- [EXERCISE OBJECTIVE]:
Copy out the entries exactly, and wherever a picture appears, leave it out.

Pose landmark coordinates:
----------------------------------------
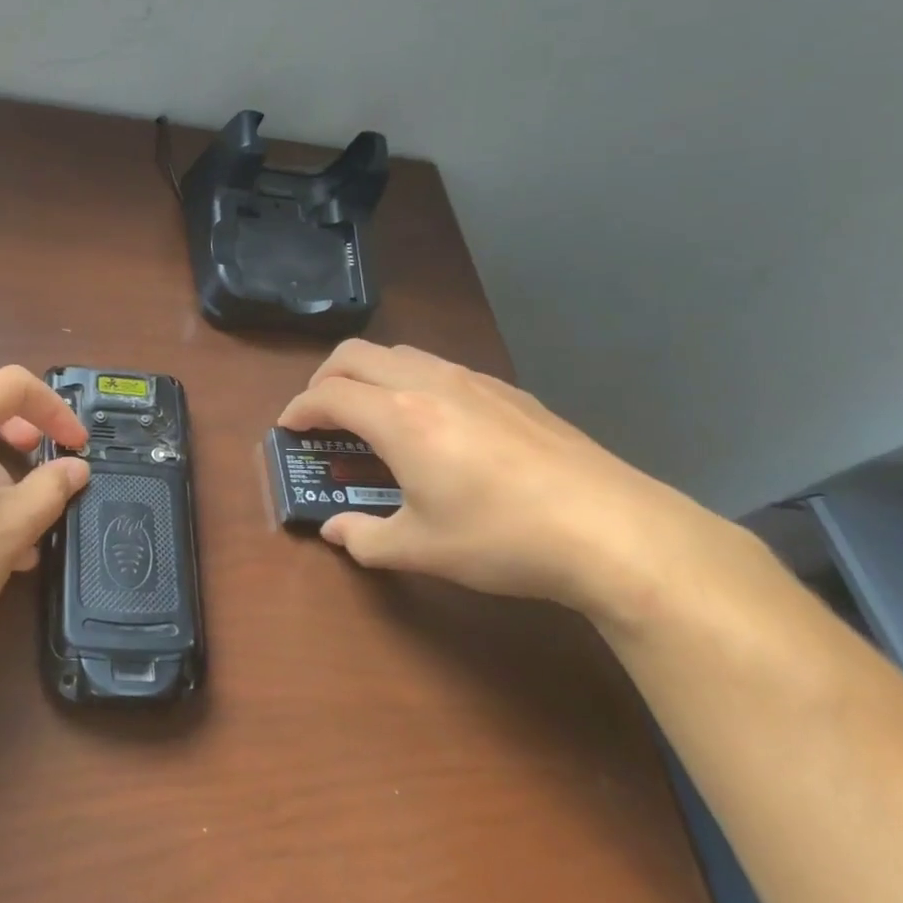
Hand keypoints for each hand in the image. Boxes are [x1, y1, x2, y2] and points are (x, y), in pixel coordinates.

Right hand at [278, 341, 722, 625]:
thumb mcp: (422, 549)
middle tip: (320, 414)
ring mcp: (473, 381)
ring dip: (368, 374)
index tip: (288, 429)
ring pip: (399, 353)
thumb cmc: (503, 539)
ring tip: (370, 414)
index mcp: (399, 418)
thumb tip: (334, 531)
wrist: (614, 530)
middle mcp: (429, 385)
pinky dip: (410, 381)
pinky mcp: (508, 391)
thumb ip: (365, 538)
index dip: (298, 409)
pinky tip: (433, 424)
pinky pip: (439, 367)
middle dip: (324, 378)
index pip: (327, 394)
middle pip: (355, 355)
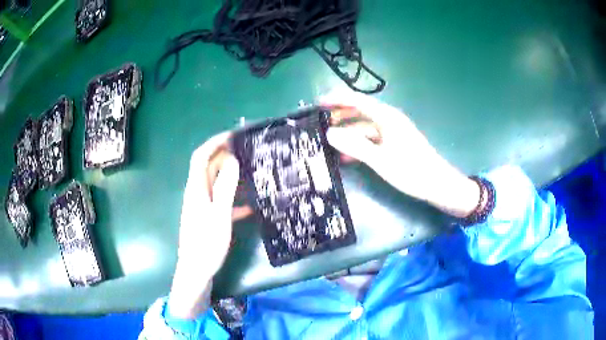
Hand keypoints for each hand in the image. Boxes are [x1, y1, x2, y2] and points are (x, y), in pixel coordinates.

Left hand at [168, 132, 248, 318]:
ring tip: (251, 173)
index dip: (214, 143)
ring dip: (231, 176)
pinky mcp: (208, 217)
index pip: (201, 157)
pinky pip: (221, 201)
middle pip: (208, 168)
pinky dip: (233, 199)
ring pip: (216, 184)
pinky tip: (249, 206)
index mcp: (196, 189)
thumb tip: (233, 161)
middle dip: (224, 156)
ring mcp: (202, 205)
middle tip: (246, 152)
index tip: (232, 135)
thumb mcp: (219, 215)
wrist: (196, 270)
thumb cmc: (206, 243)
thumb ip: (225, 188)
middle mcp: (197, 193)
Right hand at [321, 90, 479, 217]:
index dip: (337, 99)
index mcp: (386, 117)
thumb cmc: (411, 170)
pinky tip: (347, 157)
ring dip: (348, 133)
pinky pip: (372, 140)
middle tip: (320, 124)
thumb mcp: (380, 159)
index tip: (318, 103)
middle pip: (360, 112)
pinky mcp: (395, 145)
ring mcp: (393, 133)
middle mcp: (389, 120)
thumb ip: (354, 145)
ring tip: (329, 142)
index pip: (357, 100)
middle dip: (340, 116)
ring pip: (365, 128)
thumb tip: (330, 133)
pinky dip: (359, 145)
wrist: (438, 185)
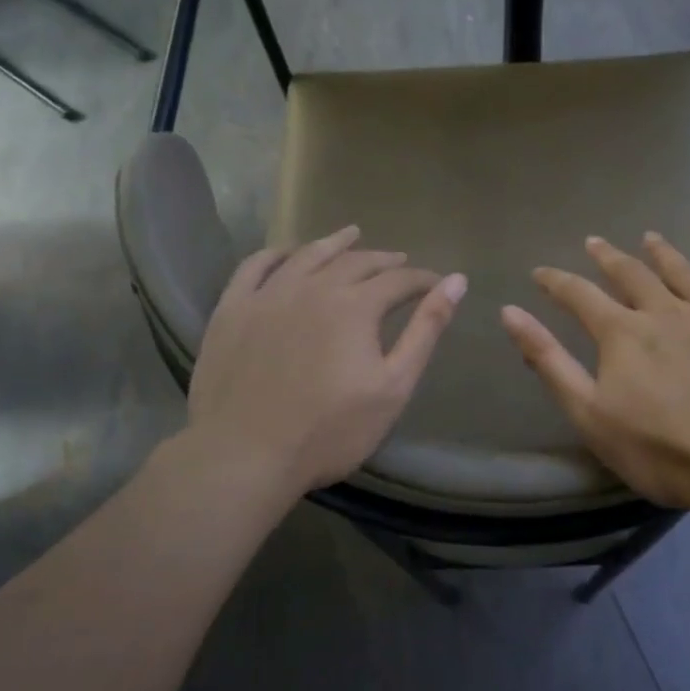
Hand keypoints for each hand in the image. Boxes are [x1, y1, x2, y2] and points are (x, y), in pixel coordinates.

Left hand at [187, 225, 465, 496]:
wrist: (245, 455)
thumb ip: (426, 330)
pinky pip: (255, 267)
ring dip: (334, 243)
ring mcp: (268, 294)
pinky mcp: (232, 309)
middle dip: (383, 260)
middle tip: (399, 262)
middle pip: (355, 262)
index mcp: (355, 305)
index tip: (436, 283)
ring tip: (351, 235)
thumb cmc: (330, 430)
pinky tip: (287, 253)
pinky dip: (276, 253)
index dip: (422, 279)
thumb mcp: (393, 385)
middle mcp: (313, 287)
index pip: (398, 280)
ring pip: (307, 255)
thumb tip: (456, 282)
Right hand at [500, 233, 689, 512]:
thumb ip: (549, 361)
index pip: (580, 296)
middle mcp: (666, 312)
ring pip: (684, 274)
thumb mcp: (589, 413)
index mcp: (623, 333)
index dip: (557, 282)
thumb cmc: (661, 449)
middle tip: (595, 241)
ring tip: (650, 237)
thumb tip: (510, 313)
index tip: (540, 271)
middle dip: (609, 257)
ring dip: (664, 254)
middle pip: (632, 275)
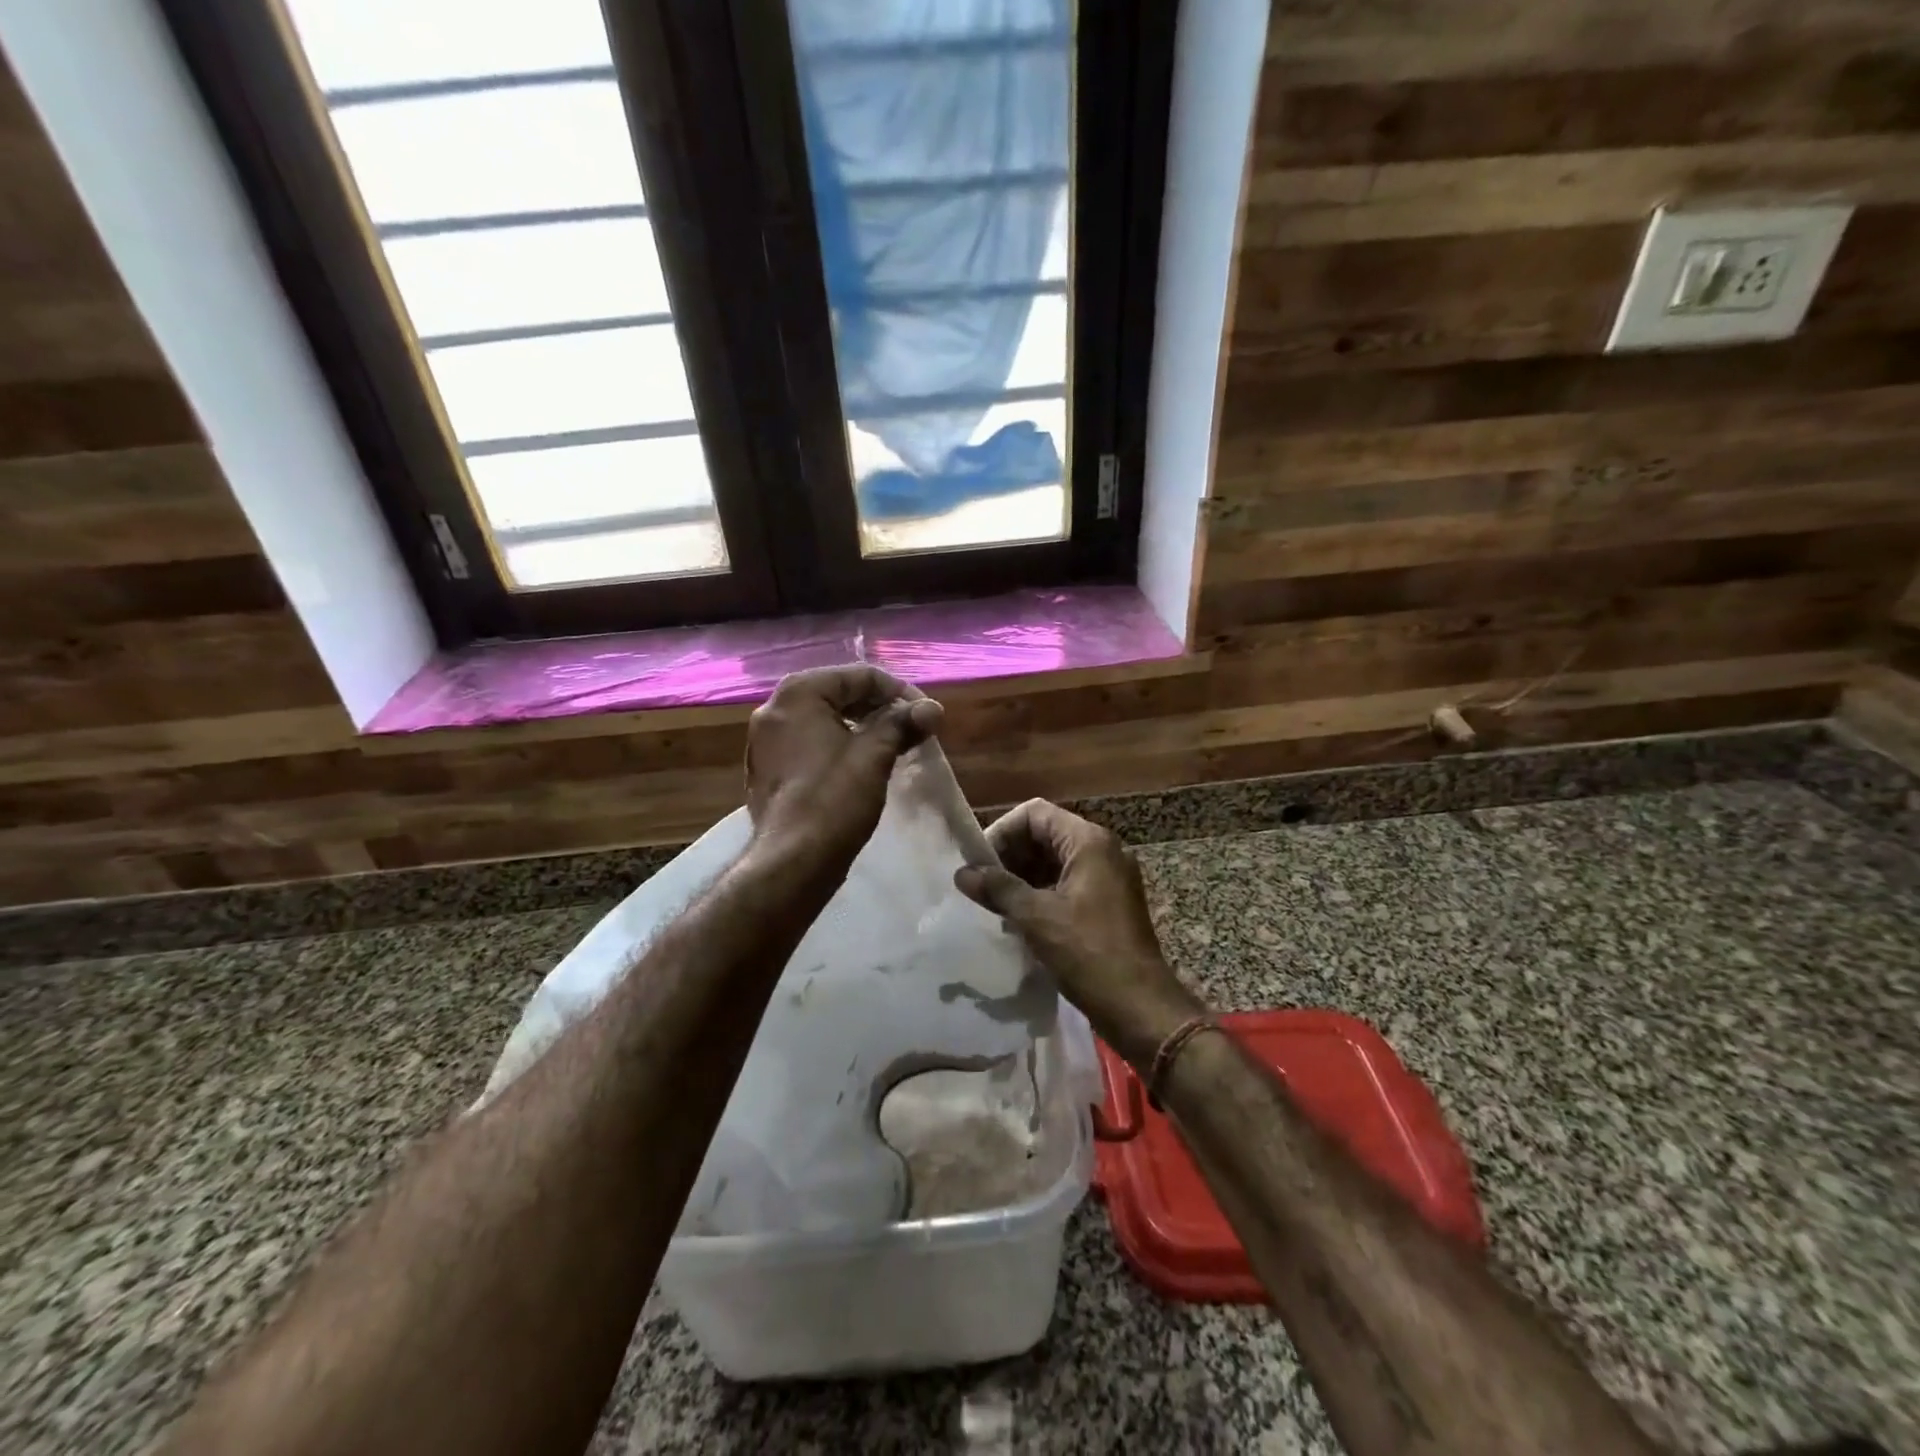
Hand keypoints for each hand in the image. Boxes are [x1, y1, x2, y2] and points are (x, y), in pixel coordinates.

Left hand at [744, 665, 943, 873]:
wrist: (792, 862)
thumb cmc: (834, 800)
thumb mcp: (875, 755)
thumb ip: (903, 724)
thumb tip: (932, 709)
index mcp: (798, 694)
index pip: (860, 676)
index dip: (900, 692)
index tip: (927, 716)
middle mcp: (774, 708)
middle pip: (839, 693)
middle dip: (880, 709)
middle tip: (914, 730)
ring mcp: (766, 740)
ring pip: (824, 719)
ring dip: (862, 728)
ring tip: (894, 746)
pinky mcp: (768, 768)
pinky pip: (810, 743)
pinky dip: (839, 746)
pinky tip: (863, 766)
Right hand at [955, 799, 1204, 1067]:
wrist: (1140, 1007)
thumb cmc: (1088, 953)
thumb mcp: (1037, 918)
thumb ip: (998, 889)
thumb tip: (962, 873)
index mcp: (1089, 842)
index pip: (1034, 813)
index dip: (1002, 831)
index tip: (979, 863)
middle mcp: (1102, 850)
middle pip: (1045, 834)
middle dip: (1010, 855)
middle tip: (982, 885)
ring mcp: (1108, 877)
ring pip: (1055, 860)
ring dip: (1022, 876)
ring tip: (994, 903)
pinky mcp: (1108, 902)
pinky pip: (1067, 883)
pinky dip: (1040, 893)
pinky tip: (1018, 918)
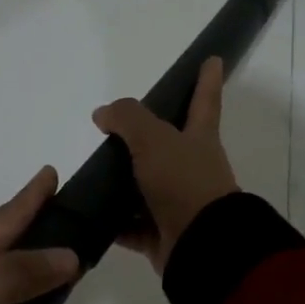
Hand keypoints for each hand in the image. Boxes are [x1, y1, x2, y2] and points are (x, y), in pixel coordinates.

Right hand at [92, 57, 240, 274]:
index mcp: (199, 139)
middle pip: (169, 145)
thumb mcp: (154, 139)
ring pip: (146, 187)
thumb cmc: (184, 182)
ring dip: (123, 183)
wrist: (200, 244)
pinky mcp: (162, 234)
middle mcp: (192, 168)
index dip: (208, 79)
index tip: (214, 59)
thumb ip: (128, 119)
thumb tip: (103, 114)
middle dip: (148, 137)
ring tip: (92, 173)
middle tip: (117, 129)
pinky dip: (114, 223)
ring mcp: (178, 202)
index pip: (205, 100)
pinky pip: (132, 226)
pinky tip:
----------------------------------------
- [WRITTEN RESPONSE]:
Hand keypoints for each hand in the image. Boxes are [x1, y1, x2, y2] and points are (x, y), in pixel coordinates.

Right hand at [278, 341, 722, 625]:
thumb mcp: (422, 549)
middle tip: (320, 414)
ring mcp: (473, 381)
ring dip: (368, 374)
index tip: (288, 429)
ring pip: (399, 353)
thumb cmc: (503, 539)
ring tip: (370, 414)
index mcp: (399, 418)
thumb tip: (334, 531)
wrist: (614, 530)
middle mcp: (429, 385)
pinky dip: (410, 381)
pinky mcp: (508, 391)
thumb ip: (365, 538)
index dip: (298, 409)
pinky tip: (433, 424)
pinky pip: (439, 367)
middle dip: (324, 378)
index pip: (327, 394)
middle pip: (355, 355)
Hand keypoints for each hand in the image. Boxes are [x1, y1, x2, y2] and points are (x, y), in pixel coordinates.

Left hand at [168, 132, 248, 318]:
ring tip: (251, 173)
index dip: (214, 143)
ring dip: (231, 176)
pinky mcp: (208, 217)
index pip: (201, 157)
pinky pip: (221, 201)
middle pip: (208, 168)
pinky dip: (233, 199)
ring pip: (216, 184)
pinky tip: (249, 206)
index mcp: (196, 189)
thumb tip: (233, 161)
middle dip: (224, 156)
ring mcp: (202, 205)
middle tip: (246, 152)
index tip: (232, 135)
thumb mcp: (219, 215)
wrist: (196, 270)
thumb cmc: (206, 243)
thumb ip: (225, 188)
middle mcp: (197, 193)
Right hand at [321, 90, 479, 217]:
index dip: (337, 99)
index mcp: (386, 117)
thumb cmc: (411, 170)
pinky tip: (347, 157)
ring dip: (348, 133)
pinky pip: (372, 140)
middle tip: (320, 124)
thumb mcp: (380, 159)
index tip: (318, 103)
middle pip: (360, 112)
pinky mcp: (395, 145)
ring mcp: (393, 133)
middle mcp: (389, 120)
thumb ip: (354, 145)
ring tip: (329, 142)
index pip: (357, 100)
middle dip: (340, 116)
ring pip: (365, 128)
thumb tip: (330, 133)
pinky dip: (359, 145)
wrist: (438, 185)
Hand keypoints for each hand in the image. Boxes are [x1, y1, x2, y2] and points are (x, y), in pixel coordinates.

Left hand at [187, 225, 465, 496]:
wrist: (245, 455)
thumb ip: (426, 330)
pinky pip: (255, 267)
ring dip: (334, 243)
ring mcp: (268, 294)
pinky mcp: (232, 309)
middle dip: (383, 260)
middle tip: (399, 262)
middle pip: (355, 262)
index mcp: (355, 305)
index tip: (436, 283)
ring tip: (351, 235)
thumb cmc: (330, 430)
pinky tip: (287, 253)
pinky dip: (276, 253)
index dip: (422, 279)
thumb mcp: (393, 385)
middle mcp: (313, 287)
index pip: (398, 280)
ring pip: (307, 255)
thumb tip: (456, 282)
Right hand at [500, 233, 689, 512]:
thumb ip: (549, 361)
index pip: (580, 296)
middle mcp: (666, 312)
ring pip: (684, 274)
thumb mcp: (589, 413)
index mcp: (623, 333)
index dip: (557, 282)
thumb cmc: (661, 449)
middle tip: (595, 241)
ring tip: (650, 237)
thumb tip: (510, 313)
index tip: (540, 271)
middle dip: (609, 257)
ring dip: (664, 254)
middle pip: (632, 275)
Hand keypoints for each hand in the image. Boxes are [x1, y1, x2, y2] and points are (x, y), in pixel coordinates.

Left hand at [744, 665, 943, 873]:
wrist: (792, 862)
thumb cmc: (834, 800)
thumb mcp: (875, 755)
thumb ip: (903, 724)
thumb tip: (932, 709)
index mcp: (798, 694)
index pip: (860, 676)
index dip: (900, 692)
index tip: (927, 716)
middle mcp: (774, 708)
middle pip: (839, 693)
middle dip: (880, 709)
middle tip: (914, 730)
ring mcp: (766, 740)
ring pip: (824, 719)
ring dip: (862, 728)
ring tip: (894, 746)
pinky mcp: (768, 768)
pinky pip: (810, 743)
pinky dip: (839, 746)
pinky tip: (863, 766)
Right hand at [955, 799, 1204, 1067]:
wrist: (1140, 1007)
thumb cmc: (1088, 953)
thumb mcp: (1037, 918)
thumb ip: (998, 889)
thumb tip: (962, 873)
index mcp: (1089, 842)
index pip: (1034, 813)
index dip: (1002, 831)
index tip: (979, 863)
middle mcp: (1102, 850)
middle pip: (1045, 834)
middle dip: (1010, 855)
middle tip: (982, 885)
ring mcp: (1108, 877)
ring pip: (1055, 860)
ring dip: (1022, 876)
ring tip: (994, 903)
pinky mcp: (1108, 902)
pinky pip: (1067, 883)
pinky dip: (1040, 893)
pinky tip: (1018, 918)
Hand keypoints for each hand in the image. Boxes are [x1, y1, x2, y2] and points are (x, y), in pixel coordinates.

Right hand at [92, 57, 240, 274]:
index mcp: (199, 139)
middle pip: (169, 145)
thumb mcp: (154, 139)
ring pip: (146, 187)
thumb cmc: (184, 182)
ring dip: (123, 183)
wrist: (200, 244)
pinky mcp: (162, 234)
middle mcp: (192, 168)
index dip: (208, 79)
index tip: (214, 59)
thumb ip: (128, 119)
thumb tip: (103, 114)
middle dip: (148, 137)
ring tip: (92, 173)
middle tip: (117, 129)
pinky dip: (114, 223)
ring mcp: (178, 202)
index pip: (205, 100)
pinky pip: (132, 226)
pinky tip:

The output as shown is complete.